The Northern Hemisphere is about to experience the peak of the Perseid meteor shower. The Earth enters the Perseid meteor stream in late July, when a night-sky observer can expect to see about five meteors an hour. Right now (08/08/08), it’s possible to see about 15 meteors per hour. By August 12, the peak of the shower, there will be more than 60 meteors an hour. If you can get to a reasonably dark location, it will be a spectacular show. NASA says:

“Serious meteor hunters will begin their watch early, on Monday evening, August 11th, around 9PM when Perseus first rises in the northeast. This is the time to look for Perseid Earthgrazers—meteors that approach from the horizon and skim the atmosphere overhead like a stone skipping across the surface of a pond.”

While you’re observing the meteors, why not brush up on your constellations? For years I used an old-school Star Map Wheel, along with the weekly constellation maps in the New York Times to learn constellations, stars, and planets. Now I use Stellarium, which I first discovered and wrote about last year (Matty H. has previously written about Stellarium in Tech Tails).

Stellarium is a free open source planetarium for your computer. It shows a realistic sky in 3D, just like what you see with the naked eye, binoculars or a telescope. Set your coordinates and go. Actually, you don’t even need to set your coordinates; you can simply mouse over a global map to find your location.

While Stellarium is used in planetarium projectors, it’s also a powerful, fun, fully interactive method for identifying celestial objects. Stellarium shows you exactly what you see when you look up at the stars. It uses your Mac’s internal clock to show a map of the sky in real-time. If you’re looking South, simply move Stellarium’s compass South to identify individual stars, constellations, planets, and moons. It’s amazing that this is a free, open source program. It’s my favorite free Mac application.

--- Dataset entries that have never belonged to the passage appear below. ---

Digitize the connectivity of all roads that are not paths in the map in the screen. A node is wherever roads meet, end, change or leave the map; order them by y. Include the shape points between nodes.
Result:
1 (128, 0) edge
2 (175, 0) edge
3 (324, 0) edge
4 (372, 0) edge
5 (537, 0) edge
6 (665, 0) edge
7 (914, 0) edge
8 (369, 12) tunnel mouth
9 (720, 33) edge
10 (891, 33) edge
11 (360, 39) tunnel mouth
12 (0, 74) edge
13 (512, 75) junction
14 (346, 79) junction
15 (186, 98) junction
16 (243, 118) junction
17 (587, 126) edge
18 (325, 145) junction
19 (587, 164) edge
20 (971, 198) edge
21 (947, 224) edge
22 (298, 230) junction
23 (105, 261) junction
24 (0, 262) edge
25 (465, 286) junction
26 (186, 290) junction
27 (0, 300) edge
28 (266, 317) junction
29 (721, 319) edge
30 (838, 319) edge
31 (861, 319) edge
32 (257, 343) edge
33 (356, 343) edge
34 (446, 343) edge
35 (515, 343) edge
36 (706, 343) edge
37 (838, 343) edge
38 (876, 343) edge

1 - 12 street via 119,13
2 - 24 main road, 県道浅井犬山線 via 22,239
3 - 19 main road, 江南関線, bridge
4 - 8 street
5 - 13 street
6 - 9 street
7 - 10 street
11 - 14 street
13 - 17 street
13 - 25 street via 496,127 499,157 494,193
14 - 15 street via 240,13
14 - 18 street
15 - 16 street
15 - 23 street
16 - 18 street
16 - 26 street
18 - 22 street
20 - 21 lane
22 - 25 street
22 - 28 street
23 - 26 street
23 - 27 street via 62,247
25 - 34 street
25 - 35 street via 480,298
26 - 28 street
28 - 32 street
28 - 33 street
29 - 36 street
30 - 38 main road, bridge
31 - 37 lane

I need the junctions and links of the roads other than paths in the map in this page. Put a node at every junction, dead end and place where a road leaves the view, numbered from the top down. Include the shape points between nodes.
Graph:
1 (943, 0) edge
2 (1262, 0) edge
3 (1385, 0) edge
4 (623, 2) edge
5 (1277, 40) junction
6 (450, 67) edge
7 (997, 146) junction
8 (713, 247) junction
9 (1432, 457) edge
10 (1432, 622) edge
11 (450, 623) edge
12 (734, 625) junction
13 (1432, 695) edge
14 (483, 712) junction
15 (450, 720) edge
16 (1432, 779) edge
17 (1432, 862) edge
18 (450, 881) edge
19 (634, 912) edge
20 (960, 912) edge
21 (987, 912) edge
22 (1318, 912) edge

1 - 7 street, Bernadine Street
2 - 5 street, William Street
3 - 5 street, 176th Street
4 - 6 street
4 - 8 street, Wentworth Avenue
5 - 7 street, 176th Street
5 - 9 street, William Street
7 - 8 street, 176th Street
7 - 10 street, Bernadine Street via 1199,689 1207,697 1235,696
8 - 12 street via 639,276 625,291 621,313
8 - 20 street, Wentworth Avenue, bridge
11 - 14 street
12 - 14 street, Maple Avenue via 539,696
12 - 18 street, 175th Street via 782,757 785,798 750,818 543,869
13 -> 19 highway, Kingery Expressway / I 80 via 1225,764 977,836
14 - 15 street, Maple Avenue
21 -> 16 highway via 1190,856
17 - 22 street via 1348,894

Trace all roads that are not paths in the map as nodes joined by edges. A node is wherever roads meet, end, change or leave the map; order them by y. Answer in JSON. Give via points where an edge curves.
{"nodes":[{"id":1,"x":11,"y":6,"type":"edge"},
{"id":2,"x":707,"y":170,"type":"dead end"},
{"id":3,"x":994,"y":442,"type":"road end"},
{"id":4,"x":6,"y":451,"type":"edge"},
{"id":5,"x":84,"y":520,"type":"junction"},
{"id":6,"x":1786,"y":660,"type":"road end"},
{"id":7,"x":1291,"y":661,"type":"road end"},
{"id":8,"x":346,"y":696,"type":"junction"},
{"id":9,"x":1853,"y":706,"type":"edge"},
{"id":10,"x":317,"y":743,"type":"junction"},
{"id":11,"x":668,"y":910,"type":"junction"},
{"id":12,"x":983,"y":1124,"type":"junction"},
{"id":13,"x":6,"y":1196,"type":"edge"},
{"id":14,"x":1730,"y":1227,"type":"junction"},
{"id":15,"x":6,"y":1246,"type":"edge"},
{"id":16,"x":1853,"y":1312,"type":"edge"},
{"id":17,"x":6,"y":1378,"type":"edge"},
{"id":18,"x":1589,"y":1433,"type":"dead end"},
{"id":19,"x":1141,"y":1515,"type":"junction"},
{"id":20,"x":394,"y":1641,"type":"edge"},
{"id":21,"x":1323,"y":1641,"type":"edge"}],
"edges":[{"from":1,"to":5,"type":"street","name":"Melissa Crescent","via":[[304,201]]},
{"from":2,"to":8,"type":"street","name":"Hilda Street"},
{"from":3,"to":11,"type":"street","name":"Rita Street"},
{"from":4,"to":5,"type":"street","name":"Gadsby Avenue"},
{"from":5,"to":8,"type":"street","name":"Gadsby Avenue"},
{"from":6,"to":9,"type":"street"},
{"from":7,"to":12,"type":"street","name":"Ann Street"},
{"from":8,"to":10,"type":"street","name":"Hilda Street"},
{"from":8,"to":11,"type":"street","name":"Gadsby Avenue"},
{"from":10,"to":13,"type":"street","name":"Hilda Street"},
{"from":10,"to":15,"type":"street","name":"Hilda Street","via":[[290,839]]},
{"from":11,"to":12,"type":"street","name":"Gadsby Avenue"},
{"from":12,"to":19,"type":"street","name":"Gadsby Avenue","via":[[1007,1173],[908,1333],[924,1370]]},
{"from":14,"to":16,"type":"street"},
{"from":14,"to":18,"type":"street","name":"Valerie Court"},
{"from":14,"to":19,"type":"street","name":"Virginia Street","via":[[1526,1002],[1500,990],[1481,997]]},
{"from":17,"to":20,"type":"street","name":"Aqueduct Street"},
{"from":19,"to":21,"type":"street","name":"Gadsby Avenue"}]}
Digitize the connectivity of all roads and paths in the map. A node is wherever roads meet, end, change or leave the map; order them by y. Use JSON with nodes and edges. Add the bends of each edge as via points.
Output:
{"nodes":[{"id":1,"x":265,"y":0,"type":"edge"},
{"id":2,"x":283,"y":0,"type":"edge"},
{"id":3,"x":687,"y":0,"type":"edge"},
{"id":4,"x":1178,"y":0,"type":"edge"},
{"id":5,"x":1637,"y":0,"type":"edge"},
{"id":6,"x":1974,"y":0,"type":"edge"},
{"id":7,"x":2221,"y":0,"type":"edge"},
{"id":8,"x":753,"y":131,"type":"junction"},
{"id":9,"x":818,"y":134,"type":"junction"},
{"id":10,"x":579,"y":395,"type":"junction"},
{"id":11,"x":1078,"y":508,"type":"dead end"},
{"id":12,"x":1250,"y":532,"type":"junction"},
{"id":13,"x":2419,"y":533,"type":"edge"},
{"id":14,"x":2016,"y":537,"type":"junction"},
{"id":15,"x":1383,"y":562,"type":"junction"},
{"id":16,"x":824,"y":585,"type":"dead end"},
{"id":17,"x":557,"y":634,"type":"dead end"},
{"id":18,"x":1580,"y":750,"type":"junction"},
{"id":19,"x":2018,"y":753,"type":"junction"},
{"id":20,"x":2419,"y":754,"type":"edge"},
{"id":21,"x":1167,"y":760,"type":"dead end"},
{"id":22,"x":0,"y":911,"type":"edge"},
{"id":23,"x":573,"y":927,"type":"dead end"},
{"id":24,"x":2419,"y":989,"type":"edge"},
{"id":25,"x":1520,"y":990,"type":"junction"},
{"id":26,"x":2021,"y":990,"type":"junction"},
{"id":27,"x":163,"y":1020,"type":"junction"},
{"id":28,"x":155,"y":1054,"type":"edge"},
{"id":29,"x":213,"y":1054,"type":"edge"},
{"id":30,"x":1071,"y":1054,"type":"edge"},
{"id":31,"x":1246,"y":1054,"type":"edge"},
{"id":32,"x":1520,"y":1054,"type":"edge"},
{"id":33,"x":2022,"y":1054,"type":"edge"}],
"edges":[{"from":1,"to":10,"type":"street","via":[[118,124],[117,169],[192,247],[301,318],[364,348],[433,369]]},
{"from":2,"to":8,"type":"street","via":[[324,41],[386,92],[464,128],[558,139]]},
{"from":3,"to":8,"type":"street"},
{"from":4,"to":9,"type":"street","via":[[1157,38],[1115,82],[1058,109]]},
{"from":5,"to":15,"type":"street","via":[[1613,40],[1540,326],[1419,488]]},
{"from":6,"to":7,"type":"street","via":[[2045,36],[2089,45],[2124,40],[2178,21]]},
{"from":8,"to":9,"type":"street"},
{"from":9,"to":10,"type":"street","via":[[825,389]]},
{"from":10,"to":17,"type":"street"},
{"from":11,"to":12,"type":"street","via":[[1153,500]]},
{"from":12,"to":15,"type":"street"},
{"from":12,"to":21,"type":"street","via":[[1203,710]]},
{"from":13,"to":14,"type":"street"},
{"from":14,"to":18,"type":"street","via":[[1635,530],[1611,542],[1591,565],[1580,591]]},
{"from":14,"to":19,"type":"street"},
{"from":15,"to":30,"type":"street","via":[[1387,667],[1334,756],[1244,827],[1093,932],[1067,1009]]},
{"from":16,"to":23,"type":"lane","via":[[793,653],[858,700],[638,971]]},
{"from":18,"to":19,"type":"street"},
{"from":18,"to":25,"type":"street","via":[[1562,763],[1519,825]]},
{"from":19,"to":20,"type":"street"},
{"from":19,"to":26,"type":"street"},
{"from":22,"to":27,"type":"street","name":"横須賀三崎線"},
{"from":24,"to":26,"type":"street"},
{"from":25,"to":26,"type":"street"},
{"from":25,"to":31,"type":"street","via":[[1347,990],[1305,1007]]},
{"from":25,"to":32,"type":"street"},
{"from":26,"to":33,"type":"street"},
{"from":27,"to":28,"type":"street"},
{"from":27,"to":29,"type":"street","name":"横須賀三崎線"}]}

Get Stellarium by clicking here.

Read about the Perseid shower from NASA by clicking here

I will be awake at 2AM on Tuesday morning, August 12th, after the Moon sets, observing the Perseids. “The shower will surge into the darkness, peppering the sky with dozens and perhaps hundreds of meteors until dawn.” During the shower I will attempt celestial photography; I’ll share these on my MobileMe page if that is successful.